### Activity
If a line in the entries below contains the word "this", it counts; report how many such lines there are, and only that number.

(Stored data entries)
+---+

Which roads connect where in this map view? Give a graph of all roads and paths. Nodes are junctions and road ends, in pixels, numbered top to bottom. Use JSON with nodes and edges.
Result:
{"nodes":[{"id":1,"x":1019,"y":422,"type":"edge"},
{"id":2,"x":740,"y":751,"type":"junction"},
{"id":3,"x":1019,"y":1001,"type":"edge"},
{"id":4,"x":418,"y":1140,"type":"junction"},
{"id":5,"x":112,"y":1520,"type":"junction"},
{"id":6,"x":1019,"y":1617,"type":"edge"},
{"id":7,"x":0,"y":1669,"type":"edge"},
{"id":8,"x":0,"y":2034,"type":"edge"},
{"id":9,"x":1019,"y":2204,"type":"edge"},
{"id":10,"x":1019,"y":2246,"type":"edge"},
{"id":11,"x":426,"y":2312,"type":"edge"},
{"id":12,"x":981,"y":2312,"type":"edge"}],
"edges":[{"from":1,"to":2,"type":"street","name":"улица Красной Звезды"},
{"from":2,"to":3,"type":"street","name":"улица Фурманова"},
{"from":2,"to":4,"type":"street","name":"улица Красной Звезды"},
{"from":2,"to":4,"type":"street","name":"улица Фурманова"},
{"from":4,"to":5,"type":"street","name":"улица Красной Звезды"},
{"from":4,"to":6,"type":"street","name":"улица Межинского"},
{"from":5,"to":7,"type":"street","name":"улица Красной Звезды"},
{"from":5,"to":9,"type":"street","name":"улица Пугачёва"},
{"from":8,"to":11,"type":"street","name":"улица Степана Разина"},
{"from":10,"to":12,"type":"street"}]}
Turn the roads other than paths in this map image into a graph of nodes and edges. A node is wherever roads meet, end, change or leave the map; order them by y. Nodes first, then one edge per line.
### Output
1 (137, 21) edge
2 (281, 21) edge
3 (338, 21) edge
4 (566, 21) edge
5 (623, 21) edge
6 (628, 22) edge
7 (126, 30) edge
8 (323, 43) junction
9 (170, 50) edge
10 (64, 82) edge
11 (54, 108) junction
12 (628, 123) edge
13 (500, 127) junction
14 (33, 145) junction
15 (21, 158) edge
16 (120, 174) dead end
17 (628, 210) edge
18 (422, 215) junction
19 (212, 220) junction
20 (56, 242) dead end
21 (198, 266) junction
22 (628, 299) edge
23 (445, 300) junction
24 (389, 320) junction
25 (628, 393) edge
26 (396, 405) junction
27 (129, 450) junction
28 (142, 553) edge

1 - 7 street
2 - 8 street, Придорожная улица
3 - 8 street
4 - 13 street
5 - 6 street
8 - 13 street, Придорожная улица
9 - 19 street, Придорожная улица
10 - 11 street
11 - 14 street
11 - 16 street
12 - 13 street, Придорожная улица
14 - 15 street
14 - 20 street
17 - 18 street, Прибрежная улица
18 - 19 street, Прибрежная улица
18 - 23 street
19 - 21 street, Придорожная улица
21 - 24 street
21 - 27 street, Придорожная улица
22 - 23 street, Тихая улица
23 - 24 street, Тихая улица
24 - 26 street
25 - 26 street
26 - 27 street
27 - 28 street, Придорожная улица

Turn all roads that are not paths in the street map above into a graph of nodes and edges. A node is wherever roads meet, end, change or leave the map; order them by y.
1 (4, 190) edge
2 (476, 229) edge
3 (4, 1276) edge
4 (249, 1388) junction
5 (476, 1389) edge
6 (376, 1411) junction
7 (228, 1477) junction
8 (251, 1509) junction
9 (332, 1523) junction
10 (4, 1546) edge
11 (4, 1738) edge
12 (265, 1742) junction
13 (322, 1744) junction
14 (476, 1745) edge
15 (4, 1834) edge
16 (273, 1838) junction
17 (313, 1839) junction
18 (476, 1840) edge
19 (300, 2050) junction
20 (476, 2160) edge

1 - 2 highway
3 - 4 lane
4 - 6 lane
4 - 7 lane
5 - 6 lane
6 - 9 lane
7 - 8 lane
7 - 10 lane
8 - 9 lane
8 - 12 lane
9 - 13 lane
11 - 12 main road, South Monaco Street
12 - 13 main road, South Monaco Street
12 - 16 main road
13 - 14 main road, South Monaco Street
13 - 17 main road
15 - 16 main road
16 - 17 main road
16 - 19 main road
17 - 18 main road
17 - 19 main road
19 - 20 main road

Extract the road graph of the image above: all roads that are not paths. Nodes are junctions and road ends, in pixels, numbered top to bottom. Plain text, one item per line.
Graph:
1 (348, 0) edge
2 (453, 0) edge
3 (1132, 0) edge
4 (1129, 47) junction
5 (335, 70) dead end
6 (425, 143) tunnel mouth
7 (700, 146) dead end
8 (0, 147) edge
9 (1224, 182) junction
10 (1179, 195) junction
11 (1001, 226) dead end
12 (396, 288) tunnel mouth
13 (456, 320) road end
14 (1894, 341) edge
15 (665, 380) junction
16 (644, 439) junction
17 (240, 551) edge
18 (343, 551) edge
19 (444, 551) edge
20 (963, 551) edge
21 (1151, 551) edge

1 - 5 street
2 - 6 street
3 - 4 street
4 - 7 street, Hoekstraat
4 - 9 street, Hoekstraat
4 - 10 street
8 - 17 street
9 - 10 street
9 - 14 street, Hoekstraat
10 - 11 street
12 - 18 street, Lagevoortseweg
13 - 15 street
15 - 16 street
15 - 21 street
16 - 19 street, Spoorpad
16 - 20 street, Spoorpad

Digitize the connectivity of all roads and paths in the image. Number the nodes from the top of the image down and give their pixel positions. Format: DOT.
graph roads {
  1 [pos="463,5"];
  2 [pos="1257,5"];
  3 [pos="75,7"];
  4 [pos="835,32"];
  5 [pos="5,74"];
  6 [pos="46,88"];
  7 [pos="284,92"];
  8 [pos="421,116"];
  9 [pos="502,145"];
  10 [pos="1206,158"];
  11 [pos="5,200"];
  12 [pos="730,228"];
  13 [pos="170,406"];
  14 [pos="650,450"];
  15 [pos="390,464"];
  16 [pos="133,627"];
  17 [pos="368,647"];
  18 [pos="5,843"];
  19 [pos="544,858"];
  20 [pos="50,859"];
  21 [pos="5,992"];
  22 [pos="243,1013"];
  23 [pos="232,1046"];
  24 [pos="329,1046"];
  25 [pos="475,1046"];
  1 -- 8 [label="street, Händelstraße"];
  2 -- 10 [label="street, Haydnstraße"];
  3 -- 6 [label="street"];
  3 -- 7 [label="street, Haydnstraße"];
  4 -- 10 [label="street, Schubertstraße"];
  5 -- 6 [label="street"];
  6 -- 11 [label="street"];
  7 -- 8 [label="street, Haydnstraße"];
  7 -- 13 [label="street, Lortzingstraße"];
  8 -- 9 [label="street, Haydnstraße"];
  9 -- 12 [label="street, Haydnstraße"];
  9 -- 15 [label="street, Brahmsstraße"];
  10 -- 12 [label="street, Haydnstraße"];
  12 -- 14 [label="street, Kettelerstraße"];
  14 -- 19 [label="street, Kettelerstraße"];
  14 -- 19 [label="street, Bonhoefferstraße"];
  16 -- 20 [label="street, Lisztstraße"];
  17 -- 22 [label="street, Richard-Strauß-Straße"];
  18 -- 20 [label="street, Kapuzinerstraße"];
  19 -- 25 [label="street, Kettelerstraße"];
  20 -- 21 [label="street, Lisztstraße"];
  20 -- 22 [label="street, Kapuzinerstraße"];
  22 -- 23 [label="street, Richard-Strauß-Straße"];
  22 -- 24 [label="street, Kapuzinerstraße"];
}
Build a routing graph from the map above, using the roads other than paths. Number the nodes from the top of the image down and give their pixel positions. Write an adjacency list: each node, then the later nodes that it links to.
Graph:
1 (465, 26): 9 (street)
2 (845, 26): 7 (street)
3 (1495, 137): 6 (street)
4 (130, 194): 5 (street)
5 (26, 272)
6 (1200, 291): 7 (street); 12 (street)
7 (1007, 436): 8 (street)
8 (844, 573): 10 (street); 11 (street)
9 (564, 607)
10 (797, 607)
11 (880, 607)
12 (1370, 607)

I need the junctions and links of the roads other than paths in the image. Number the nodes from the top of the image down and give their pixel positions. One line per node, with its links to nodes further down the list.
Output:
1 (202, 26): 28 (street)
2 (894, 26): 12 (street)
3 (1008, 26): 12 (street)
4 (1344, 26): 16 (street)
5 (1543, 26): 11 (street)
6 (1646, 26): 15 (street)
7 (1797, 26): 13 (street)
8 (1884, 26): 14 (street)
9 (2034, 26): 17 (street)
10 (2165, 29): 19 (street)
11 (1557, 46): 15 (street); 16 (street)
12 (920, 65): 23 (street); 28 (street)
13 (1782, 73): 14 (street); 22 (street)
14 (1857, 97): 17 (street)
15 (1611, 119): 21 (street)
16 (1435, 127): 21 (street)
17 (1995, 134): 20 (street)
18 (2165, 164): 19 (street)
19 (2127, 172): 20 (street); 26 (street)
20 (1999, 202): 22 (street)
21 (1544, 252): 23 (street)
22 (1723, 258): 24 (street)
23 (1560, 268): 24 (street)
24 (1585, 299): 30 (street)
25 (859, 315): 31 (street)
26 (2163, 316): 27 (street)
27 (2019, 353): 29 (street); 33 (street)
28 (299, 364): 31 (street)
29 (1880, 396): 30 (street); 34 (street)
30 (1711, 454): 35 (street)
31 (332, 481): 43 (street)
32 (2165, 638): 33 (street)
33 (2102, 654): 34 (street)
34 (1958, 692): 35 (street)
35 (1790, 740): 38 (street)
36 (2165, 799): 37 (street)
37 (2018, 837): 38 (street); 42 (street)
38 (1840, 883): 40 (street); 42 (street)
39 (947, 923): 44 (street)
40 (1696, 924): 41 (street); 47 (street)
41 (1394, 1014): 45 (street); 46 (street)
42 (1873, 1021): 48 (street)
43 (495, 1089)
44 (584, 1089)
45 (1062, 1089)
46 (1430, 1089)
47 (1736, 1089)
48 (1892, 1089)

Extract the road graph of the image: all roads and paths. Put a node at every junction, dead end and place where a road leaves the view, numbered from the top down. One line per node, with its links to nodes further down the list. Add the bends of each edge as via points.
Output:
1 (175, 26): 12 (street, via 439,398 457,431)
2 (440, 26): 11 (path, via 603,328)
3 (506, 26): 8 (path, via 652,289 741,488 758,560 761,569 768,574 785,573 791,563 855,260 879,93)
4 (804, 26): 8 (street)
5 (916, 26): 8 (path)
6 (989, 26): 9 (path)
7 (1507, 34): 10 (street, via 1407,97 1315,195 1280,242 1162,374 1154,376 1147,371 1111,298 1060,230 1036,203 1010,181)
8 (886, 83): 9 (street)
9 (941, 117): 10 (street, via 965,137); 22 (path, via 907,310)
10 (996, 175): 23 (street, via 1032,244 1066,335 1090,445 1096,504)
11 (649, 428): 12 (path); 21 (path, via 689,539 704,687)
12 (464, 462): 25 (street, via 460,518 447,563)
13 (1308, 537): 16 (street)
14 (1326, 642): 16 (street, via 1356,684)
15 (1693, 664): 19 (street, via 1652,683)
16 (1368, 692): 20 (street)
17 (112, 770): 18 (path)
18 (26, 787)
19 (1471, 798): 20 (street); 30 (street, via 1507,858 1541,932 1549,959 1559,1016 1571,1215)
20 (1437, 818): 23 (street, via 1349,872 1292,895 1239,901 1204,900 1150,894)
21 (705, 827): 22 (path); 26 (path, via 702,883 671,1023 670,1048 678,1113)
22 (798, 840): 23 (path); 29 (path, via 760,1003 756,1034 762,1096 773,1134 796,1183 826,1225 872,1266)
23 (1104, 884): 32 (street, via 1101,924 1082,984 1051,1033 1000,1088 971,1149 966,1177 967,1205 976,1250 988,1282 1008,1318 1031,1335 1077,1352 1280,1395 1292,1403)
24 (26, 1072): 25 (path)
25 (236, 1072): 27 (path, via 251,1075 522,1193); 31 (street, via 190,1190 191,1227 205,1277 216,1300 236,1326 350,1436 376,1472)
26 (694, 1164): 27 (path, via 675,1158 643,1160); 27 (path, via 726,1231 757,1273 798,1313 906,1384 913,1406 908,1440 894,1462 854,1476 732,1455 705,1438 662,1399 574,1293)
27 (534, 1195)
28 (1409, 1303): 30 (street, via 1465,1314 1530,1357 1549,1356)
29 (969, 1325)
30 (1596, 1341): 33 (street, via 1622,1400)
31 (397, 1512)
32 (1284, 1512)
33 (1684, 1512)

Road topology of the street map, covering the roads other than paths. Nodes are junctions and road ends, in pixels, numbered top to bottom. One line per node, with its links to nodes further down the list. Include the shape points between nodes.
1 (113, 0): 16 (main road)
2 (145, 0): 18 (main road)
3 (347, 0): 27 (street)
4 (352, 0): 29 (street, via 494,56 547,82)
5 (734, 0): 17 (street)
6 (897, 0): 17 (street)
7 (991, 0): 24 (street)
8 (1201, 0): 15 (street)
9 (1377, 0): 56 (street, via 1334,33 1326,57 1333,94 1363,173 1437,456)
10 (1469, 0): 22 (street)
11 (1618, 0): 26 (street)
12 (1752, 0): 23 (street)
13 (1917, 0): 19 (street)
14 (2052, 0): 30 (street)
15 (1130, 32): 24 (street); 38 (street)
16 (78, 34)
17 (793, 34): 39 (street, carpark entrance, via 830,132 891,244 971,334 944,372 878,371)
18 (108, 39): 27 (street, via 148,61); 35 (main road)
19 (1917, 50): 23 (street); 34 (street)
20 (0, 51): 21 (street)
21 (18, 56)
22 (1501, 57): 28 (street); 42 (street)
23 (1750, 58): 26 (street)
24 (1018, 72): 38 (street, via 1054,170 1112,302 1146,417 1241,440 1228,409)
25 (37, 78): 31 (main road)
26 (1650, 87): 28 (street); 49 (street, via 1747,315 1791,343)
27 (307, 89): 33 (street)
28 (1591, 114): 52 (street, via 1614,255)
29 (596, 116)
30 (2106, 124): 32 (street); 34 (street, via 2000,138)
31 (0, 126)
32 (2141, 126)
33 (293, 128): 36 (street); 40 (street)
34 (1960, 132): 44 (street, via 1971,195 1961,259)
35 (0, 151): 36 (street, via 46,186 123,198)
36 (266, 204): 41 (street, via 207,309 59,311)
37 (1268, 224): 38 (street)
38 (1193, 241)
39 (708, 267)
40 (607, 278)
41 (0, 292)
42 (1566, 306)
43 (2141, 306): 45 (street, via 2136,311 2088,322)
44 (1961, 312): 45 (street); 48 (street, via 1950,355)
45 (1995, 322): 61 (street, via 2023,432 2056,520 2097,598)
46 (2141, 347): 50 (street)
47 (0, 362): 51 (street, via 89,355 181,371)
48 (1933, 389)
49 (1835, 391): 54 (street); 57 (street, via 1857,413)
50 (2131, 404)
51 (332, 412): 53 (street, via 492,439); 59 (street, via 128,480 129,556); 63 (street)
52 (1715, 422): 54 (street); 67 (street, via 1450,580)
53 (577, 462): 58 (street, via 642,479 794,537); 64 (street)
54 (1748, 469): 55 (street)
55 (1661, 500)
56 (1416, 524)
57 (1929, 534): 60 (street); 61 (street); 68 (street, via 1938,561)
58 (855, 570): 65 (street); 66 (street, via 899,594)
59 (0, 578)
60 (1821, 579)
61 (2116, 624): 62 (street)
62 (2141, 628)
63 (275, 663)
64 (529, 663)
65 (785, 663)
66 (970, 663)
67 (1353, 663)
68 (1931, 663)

+---+

### Answer box
2